Still trying to solve very large systems of sparse equations with `mkl pardiso`, single node, multiple thread version. The solver is behaving really well for small systems, but not so much for larger equations. In our case, scalability is essential.
With a large enough system of linear equations (79999 x 79999, 100528321 non-zeros), the sovler returns a vectors of `-nan`s, without reporting any errors. The expected result is provided (`expected-result.txt`).
The example code is provided below. The data is linked to here: https://www.dropbox.com/s/jcvieffrkb7ivag/data.tar.gz?dl=0. It is a `tar.gz` archive with the binary matrix representation, read by the code provided below.
There is an additional strange behaviour of the solver, where the `allocation of internal data structures` in the factorization phase is dominating the runtime. It is taking one user thread (100% user time), and take the majority of the executable's time. This behaviour is similar to that described here: https://software.intel.com/en-us/forums/intel-math-kernel-library/topic/596445. I believe the core of the issue is within `parMETIS`, not `pardiso`.

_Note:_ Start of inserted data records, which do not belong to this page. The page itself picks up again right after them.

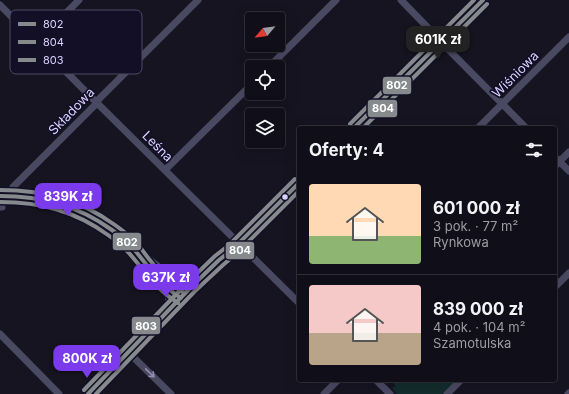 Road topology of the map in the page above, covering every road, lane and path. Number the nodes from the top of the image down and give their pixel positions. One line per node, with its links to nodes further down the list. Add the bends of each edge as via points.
1 (79, 0): 7 (street)
2 (198, 0): 11 (street, Składowa)
3 (336, 0): 12 (street)
4 (401, 0): 10 (street)
5 (483, 0): 10 (street)
6 (0, 5): 8 (street, Leśna)
7 (69, 10)
8 (10, 15)
9 (569, 37): 17 (street, Wiśniowa)
10 (441, 42): 17 (street); 18 (street)
11 (142, 56)
12 (276, 60)
13 (68, 74): 16 (street, Leśna)
14 (124, 74): 16 (street, Składowa)
15 (245, 91): 24 (street)
16 (97, 103): 24 (street, Leśna); 27 (street, Składowa)
17 (502, 104): 19 (street, Wiśniowa); 20 (street)
18 (356, 126)
19 (480, 126)
20 (524, 126)
21 (569, 152): 22 (street)
22 (557, 161)
23 (557, 163): 25 (street)
24 (165, 170): 29 (street, Leśna)
25 (569, 171)
26 (297, 185): 29 (street)
27 (13, 187)
28 (0, 196): 30 (street, via 37,198 69,206 100,221)
29 (236, 246): 31 (street); 36 (street, via 194,291); 37 (street, Leśna)
30 (132, 247): 33 (street); 35 (street)
31 (205, 273): 33 (street, via 193,281); 36 (street)
32 (569, 273): 34 (street)
33 (178, 284): 36 (street, via 182,290)
34 (557, 285)
35 (165, 286): 36 (street); 38 (street, via 170,302)
36 (181, 298): 38 (street)
37 (297, 301)
38 (166, 313): 40 (street)
39 (0, 334): 44 (street)
40 (128, 352): 45 (street); 46 (street, one-way to 46)
41 (336, 382): 47 (street)
42 (378, 382): 48 (street)
43 (460, 382): 49 (street)
44 (59, 394)
45 (88, 394)
46 (172, 394)
47 (324, 394)
48 (390, 394)
49 (447, 394)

The code is linked against MKL `11.2.3`, release `composer_xe_2015.3.187`.
Thank you for your assistance. I would be happy to provide additional details.
You are right, this is not a `METIS` issue. The situation with 11.3 and minimum-degree algorithm is the same (aside from being significantly slower on the re-order step).
Please see the log attached.
Just as an aside, the executable, should you want to run it, takes two command line arguments - N (the matrix size) and NZ (the non-zero entries). The parameters for the provided input are: `./solver 79999 100528321`
I see two problems here:
1. this matrix is inconsistency with CSR representation. I checked this case with pardiso ( not pardiso_64() ) API with Matrix Checker enabled. here is the log I see on my side:
Major version: 11
Minor version: 3
Update version: 1
Product status: Product
Platform: Intel(R) 64 architecture
Processor optimization: Intel(R) Advanced Vector Extensions (Intel(R) AVX) enabled processors
*** Error in PARDISO (incorrect input matrix ) error_num= 21
*** Input check: i=79998, ia=50263452, ia[i+1]=0 are incompatible
ERROR during symbolic factorization: 4294967295
2. the second topic is the problem on our side, because when pardiso_64() is used, the matrix checker doesn't work properly when he called from Pardiso_64(). This problem is escalated.